Yo había resuelto, en caso de que la oposición de mis tíos fuera demasiado fuerte, matricularme en derecho. Dudaba mucho que me permitieran ese sabático soñado, pero todo fue facilitado por la repentina e inesperada muerte de la abuela. Me doy cuenta de que aquí hay otro hueco en mis memorias; hasta ahora no he dicho nada de mis abuelos. Esto se debe, tal vez, a que alcancé a conocer sólo a una de ellos, a la madre de mi padre. Los otros tres ya habían muerto cuando yo nací.
¿Qué decir de doña Blanca Calderón, viuda de Urdaneta? Parecía hecha a imagen y semejanza de la pobre viejecita de don Rafael Pombo. Avara, quejumbrosa, perpetuamente preocupada por sus achaques imaginarios, por su oro en vías de extinción, por los inexistentes caprichos del perenne clima del trópico. Había tenido seis hijos (que ella parió, es verdad, pero que crió Mincha, la nodriza negra) y no sé cuántos nietos. A pesar de la prole numerosa se mantenía sola en la misma casona de El Poblado donde habían crecido mis tíos y mi padre. Se quejaba de soledad, pero no invitaba a nadie. Si uno de los hijos o nietos iba a verla, desde que entraba les advertía que no podía invitarlo a comer porque no había avisado con la debida anticipación. Y si alguien avisaba con anticipación y desde el lunes le decía, el jueves voy a comer, abuela, ella respondía, ah, ya veremos, de aquí al jueves hay tiempo. Después se quejaba porque sus hijos y nietos nunca iban a comer con ella.

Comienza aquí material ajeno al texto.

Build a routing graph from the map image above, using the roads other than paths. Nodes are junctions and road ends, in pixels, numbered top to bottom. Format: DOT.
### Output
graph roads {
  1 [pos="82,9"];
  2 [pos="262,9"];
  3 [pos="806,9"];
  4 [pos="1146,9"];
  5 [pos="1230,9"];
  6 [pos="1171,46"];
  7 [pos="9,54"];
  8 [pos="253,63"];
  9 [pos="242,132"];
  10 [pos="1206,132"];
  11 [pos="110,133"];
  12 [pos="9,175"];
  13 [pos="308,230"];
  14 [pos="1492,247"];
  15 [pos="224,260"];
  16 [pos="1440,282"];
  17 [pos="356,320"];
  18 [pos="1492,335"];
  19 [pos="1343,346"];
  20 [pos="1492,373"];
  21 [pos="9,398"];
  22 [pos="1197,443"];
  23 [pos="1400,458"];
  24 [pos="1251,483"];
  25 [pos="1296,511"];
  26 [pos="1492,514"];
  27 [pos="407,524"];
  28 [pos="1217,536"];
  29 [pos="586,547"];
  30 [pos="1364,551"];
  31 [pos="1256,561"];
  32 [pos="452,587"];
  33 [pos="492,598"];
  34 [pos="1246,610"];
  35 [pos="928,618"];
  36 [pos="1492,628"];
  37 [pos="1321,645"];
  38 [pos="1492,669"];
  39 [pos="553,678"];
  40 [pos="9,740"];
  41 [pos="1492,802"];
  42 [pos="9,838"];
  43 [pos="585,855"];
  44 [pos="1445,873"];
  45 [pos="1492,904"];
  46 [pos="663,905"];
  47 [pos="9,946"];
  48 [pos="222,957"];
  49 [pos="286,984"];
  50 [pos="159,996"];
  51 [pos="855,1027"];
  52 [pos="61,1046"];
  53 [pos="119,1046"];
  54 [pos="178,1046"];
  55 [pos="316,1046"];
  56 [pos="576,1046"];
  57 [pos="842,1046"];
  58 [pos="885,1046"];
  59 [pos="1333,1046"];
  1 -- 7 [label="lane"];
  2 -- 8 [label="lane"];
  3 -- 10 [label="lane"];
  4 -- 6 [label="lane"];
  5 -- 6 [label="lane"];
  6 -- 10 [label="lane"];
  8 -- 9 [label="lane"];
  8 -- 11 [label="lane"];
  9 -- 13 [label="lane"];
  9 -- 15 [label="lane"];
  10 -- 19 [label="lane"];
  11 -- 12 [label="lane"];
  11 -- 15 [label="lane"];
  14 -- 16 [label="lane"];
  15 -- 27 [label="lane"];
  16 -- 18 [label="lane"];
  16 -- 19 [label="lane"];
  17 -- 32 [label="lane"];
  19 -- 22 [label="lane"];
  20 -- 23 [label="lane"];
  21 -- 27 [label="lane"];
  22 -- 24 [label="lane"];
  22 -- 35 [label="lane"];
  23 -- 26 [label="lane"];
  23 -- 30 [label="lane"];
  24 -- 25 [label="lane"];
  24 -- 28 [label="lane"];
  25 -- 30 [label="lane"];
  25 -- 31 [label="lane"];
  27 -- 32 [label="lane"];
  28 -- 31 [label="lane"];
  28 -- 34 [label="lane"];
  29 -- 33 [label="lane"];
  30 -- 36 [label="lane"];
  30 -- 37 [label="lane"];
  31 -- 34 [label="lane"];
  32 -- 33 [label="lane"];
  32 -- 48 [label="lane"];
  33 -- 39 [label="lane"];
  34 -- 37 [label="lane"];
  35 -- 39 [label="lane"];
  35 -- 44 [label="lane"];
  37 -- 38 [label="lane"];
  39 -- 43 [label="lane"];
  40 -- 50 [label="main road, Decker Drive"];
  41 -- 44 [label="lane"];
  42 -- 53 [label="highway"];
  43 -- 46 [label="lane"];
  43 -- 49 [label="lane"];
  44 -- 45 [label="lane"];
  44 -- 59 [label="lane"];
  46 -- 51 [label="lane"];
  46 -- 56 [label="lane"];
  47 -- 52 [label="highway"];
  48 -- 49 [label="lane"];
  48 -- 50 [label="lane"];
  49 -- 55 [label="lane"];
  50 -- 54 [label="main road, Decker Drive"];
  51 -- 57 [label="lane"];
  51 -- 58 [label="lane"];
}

Recuerdo que por allá en los días de mi uso de razón, debió ser para la fiesta de mi primera comunión, me hizo un buen regalo, un trencito de juguete costoso, si no recuerdo mal. De ese día en adelante y por los trece años sucesivos, hasta que se murió, cada vez que me veía se acordaba del regalo y me lo hacía saber. "¿Te acuerdas de ese trencito que te regalé yo?" Juro que si el maldito tren no hubiera estado ya deshecho por el tiempo, se lo habría devuelto.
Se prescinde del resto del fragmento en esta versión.